On Skins, lesbian character Tea cheers because, as actress Sofia D’Elia says, “she likes to be around a lot of girls.”
“Of course girls love to hang with girls,” Babbit said. “Softball teams, field hockey teams have always overflowed with mini dykes to be. But, yes, I think cheerleader femme types join to hang with their friends — and it’s only natural they might start finding them hot.”
”I think it’s certainly part of the appeal,” Avenatti said. “As a confused 16-year-old, all I knew was that I wanted to be close to other girls, and I definitely had red-faced sputtering moments in the locker room with my teammates. However, cheering is also about skill in dance and tumbling, and a love of performance.”
While it looks like the new trend of lesbian cheerleaders is progressing in a positive fashion, the ideal of the sexy Sapphically-indulging spirit girl is based on the male gaze. With the hot, promiscuous cheerleader stemming from the NFL’s marketing team and then being expanded upon in pornography, it has perpetuated a stereotype that some women involved with the sport are in it for the other women.

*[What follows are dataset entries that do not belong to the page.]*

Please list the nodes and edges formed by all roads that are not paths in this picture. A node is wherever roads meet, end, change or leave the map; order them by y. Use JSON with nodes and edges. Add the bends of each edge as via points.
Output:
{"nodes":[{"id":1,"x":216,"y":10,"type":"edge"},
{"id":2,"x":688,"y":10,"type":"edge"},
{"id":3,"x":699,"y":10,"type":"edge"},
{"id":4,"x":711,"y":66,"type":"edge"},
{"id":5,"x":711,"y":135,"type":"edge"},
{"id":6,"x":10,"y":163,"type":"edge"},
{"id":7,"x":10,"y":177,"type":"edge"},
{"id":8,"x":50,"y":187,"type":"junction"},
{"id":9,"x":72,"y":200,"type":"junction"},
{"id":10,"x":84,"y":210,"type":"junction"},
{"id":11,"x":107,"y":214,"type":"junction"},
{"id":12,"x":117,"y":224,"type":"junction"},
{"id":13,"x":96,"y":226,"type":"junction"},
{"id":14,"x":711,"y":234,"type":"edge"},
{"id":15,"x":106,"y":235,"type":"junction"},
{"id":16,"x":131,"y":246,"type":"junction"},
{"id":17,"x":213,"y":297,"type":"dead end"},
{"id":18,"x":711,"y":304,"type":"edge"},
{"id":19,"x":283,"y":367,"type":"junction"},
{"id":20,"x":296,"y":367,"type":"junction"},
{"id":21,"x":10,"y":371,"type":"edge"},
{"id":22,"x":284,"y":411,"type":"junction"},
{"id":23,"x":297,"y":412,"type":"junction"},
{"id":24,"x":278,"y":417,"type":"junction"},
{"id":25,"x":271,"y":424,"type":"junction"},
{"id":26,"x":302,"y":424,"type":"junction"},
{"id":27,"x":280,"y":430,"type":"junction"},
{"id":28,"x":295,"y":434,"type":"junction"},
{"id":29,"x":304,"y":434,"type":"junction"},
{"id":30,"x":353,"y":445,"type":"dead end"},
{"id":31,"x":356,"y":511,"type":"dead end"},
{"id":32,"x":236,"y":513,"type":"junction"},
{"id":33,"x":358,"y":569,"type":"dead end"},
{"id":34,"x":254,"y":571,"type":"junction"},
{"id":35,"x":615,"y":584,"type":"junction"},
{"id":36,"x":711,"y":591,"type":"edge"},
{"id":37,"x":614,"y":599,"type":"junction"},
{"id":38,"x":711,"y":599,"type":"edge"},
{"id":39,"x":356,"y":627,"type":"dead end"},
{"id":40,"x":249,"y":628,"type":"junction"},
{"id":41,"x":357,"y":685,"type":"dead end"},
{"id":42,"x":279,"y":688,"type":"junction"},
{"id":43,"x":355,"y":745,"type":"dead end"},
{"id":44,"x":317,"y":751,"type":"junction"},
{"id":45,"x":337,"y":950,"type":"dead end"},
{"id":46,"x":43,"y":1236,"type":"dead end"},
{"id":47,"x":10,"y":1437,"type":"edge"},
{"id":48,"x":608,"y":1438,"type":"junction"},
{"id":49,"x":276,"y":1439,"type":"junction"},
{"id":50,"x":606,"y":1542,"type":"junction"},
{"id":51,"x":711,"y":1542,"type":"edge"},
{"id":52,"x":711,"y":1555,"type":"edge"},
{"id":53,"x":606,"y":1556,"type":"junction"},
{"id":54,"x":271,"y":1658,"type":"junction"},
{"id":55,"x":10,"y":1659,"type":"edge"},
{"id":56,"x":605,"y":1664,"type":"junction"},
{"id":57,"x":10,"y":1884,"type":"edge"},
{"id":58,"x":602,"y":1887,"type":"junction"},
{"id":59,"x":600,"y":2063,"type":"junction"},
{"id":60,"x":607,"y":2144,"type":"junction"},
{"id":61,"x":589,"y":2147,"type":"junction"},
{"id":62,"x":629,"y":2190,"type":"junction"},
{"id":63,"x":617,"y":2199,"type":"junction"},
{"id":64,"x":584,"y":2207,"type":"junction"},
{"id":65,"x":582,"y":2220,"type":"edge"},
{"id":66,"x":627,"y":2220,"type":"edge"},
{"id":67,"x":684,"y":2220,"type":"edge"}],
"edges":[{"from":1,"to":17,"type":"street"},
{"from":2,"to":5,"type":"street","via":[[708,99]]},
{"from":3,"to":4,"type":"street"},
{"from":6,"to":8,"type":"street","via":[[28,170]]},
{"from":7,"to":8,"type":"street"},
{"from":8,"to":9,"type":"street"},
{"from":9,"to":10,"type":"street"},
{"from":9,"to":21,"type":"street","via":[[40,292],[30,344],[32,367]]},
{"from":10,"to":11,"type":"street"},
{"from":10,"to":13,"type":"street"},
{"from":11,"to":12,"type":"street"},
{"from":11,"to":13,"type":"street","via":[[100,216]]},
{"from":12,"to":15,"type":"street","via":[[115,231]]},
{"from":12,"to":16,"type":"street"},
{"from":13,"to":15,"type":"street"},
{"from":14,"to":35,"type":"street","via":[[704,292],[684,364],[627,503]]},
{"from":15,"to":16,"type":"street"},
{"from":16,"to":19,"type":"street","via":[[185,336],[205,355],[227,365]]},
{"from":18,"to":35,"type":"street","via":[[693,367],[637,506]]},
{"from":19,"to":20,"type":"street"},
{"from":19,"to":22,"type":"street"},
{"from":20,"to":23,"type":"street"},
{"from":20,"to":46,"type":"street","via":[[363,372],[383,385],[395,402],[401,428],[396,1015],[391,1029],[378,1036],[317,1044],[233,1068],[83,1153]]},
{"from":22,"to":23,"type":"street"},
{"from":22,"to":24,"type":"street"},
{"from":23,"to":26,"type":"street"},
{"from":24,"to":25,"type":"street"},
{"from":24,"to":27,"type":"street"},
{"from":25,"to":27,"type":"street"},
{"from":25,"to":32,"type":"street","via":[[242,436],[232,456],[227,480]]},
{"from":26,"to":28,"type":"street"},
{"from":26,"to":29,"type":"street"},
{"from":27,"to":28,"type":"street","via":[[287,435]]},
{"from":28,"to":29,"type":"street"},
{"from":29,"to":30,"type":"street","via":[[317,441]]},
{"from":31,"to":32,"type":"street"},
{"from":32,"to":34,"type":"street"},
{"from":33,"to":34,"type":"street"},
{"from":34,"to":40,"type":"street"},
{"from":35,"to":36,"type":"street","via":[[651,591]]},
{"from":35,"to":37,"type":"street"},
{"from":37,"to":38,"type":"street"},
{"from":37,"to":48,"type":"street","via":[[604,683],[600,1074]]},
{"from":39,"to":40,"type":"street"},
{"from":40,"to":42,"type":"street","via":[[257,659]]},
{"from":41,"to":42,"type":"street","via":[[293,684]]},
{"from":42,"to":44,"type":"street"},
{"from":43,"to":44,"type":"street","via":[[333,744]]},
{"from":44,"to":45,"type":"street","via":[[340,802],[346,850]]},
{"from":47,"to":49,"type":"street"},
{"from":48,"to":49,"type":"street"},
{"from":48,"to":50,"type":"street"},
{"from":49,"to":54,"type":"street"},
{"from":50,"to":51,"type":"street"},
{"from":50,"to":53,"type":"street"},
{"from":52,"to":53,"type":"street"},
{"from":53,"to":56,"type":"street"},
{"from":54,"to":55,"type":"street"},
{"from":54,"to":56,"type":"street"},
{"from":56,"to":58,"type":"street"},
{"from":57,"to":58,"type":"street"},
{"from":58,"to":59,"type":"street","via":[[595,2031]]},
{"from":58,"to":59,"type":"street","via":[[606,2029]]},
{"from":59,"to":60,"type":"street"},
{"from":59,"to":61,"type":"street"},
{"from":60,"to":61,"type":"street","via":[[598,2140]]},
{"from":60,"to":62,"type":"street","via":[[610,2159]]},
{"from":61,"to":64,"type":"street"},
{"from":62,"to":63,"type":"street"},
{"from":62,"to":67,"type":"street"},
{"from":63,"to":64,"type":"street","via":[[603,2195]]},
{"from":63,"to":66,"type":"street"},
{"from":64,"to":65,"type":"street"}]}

The predatory lesbian is a very common storyline, so including a lesbian cheerleader could be an easy plot device for writers who feel obligated to include a gay girl in the mix or who want to titillate by suggesting that in a gaggle of women, at least one or two of them have experimented sexually with another. But there’s also a glimmer of hope that the new characters are moving beyond this stereotype and are more akin to what Babbit tried to do with her protagonist in 1999.
“I think cheerleaders are like Barbie,” Babbit said. “Very iconically female and American. And to make that icon lesbian is subverting an archetype — culture-makers are trying to find new themes for tired characters.”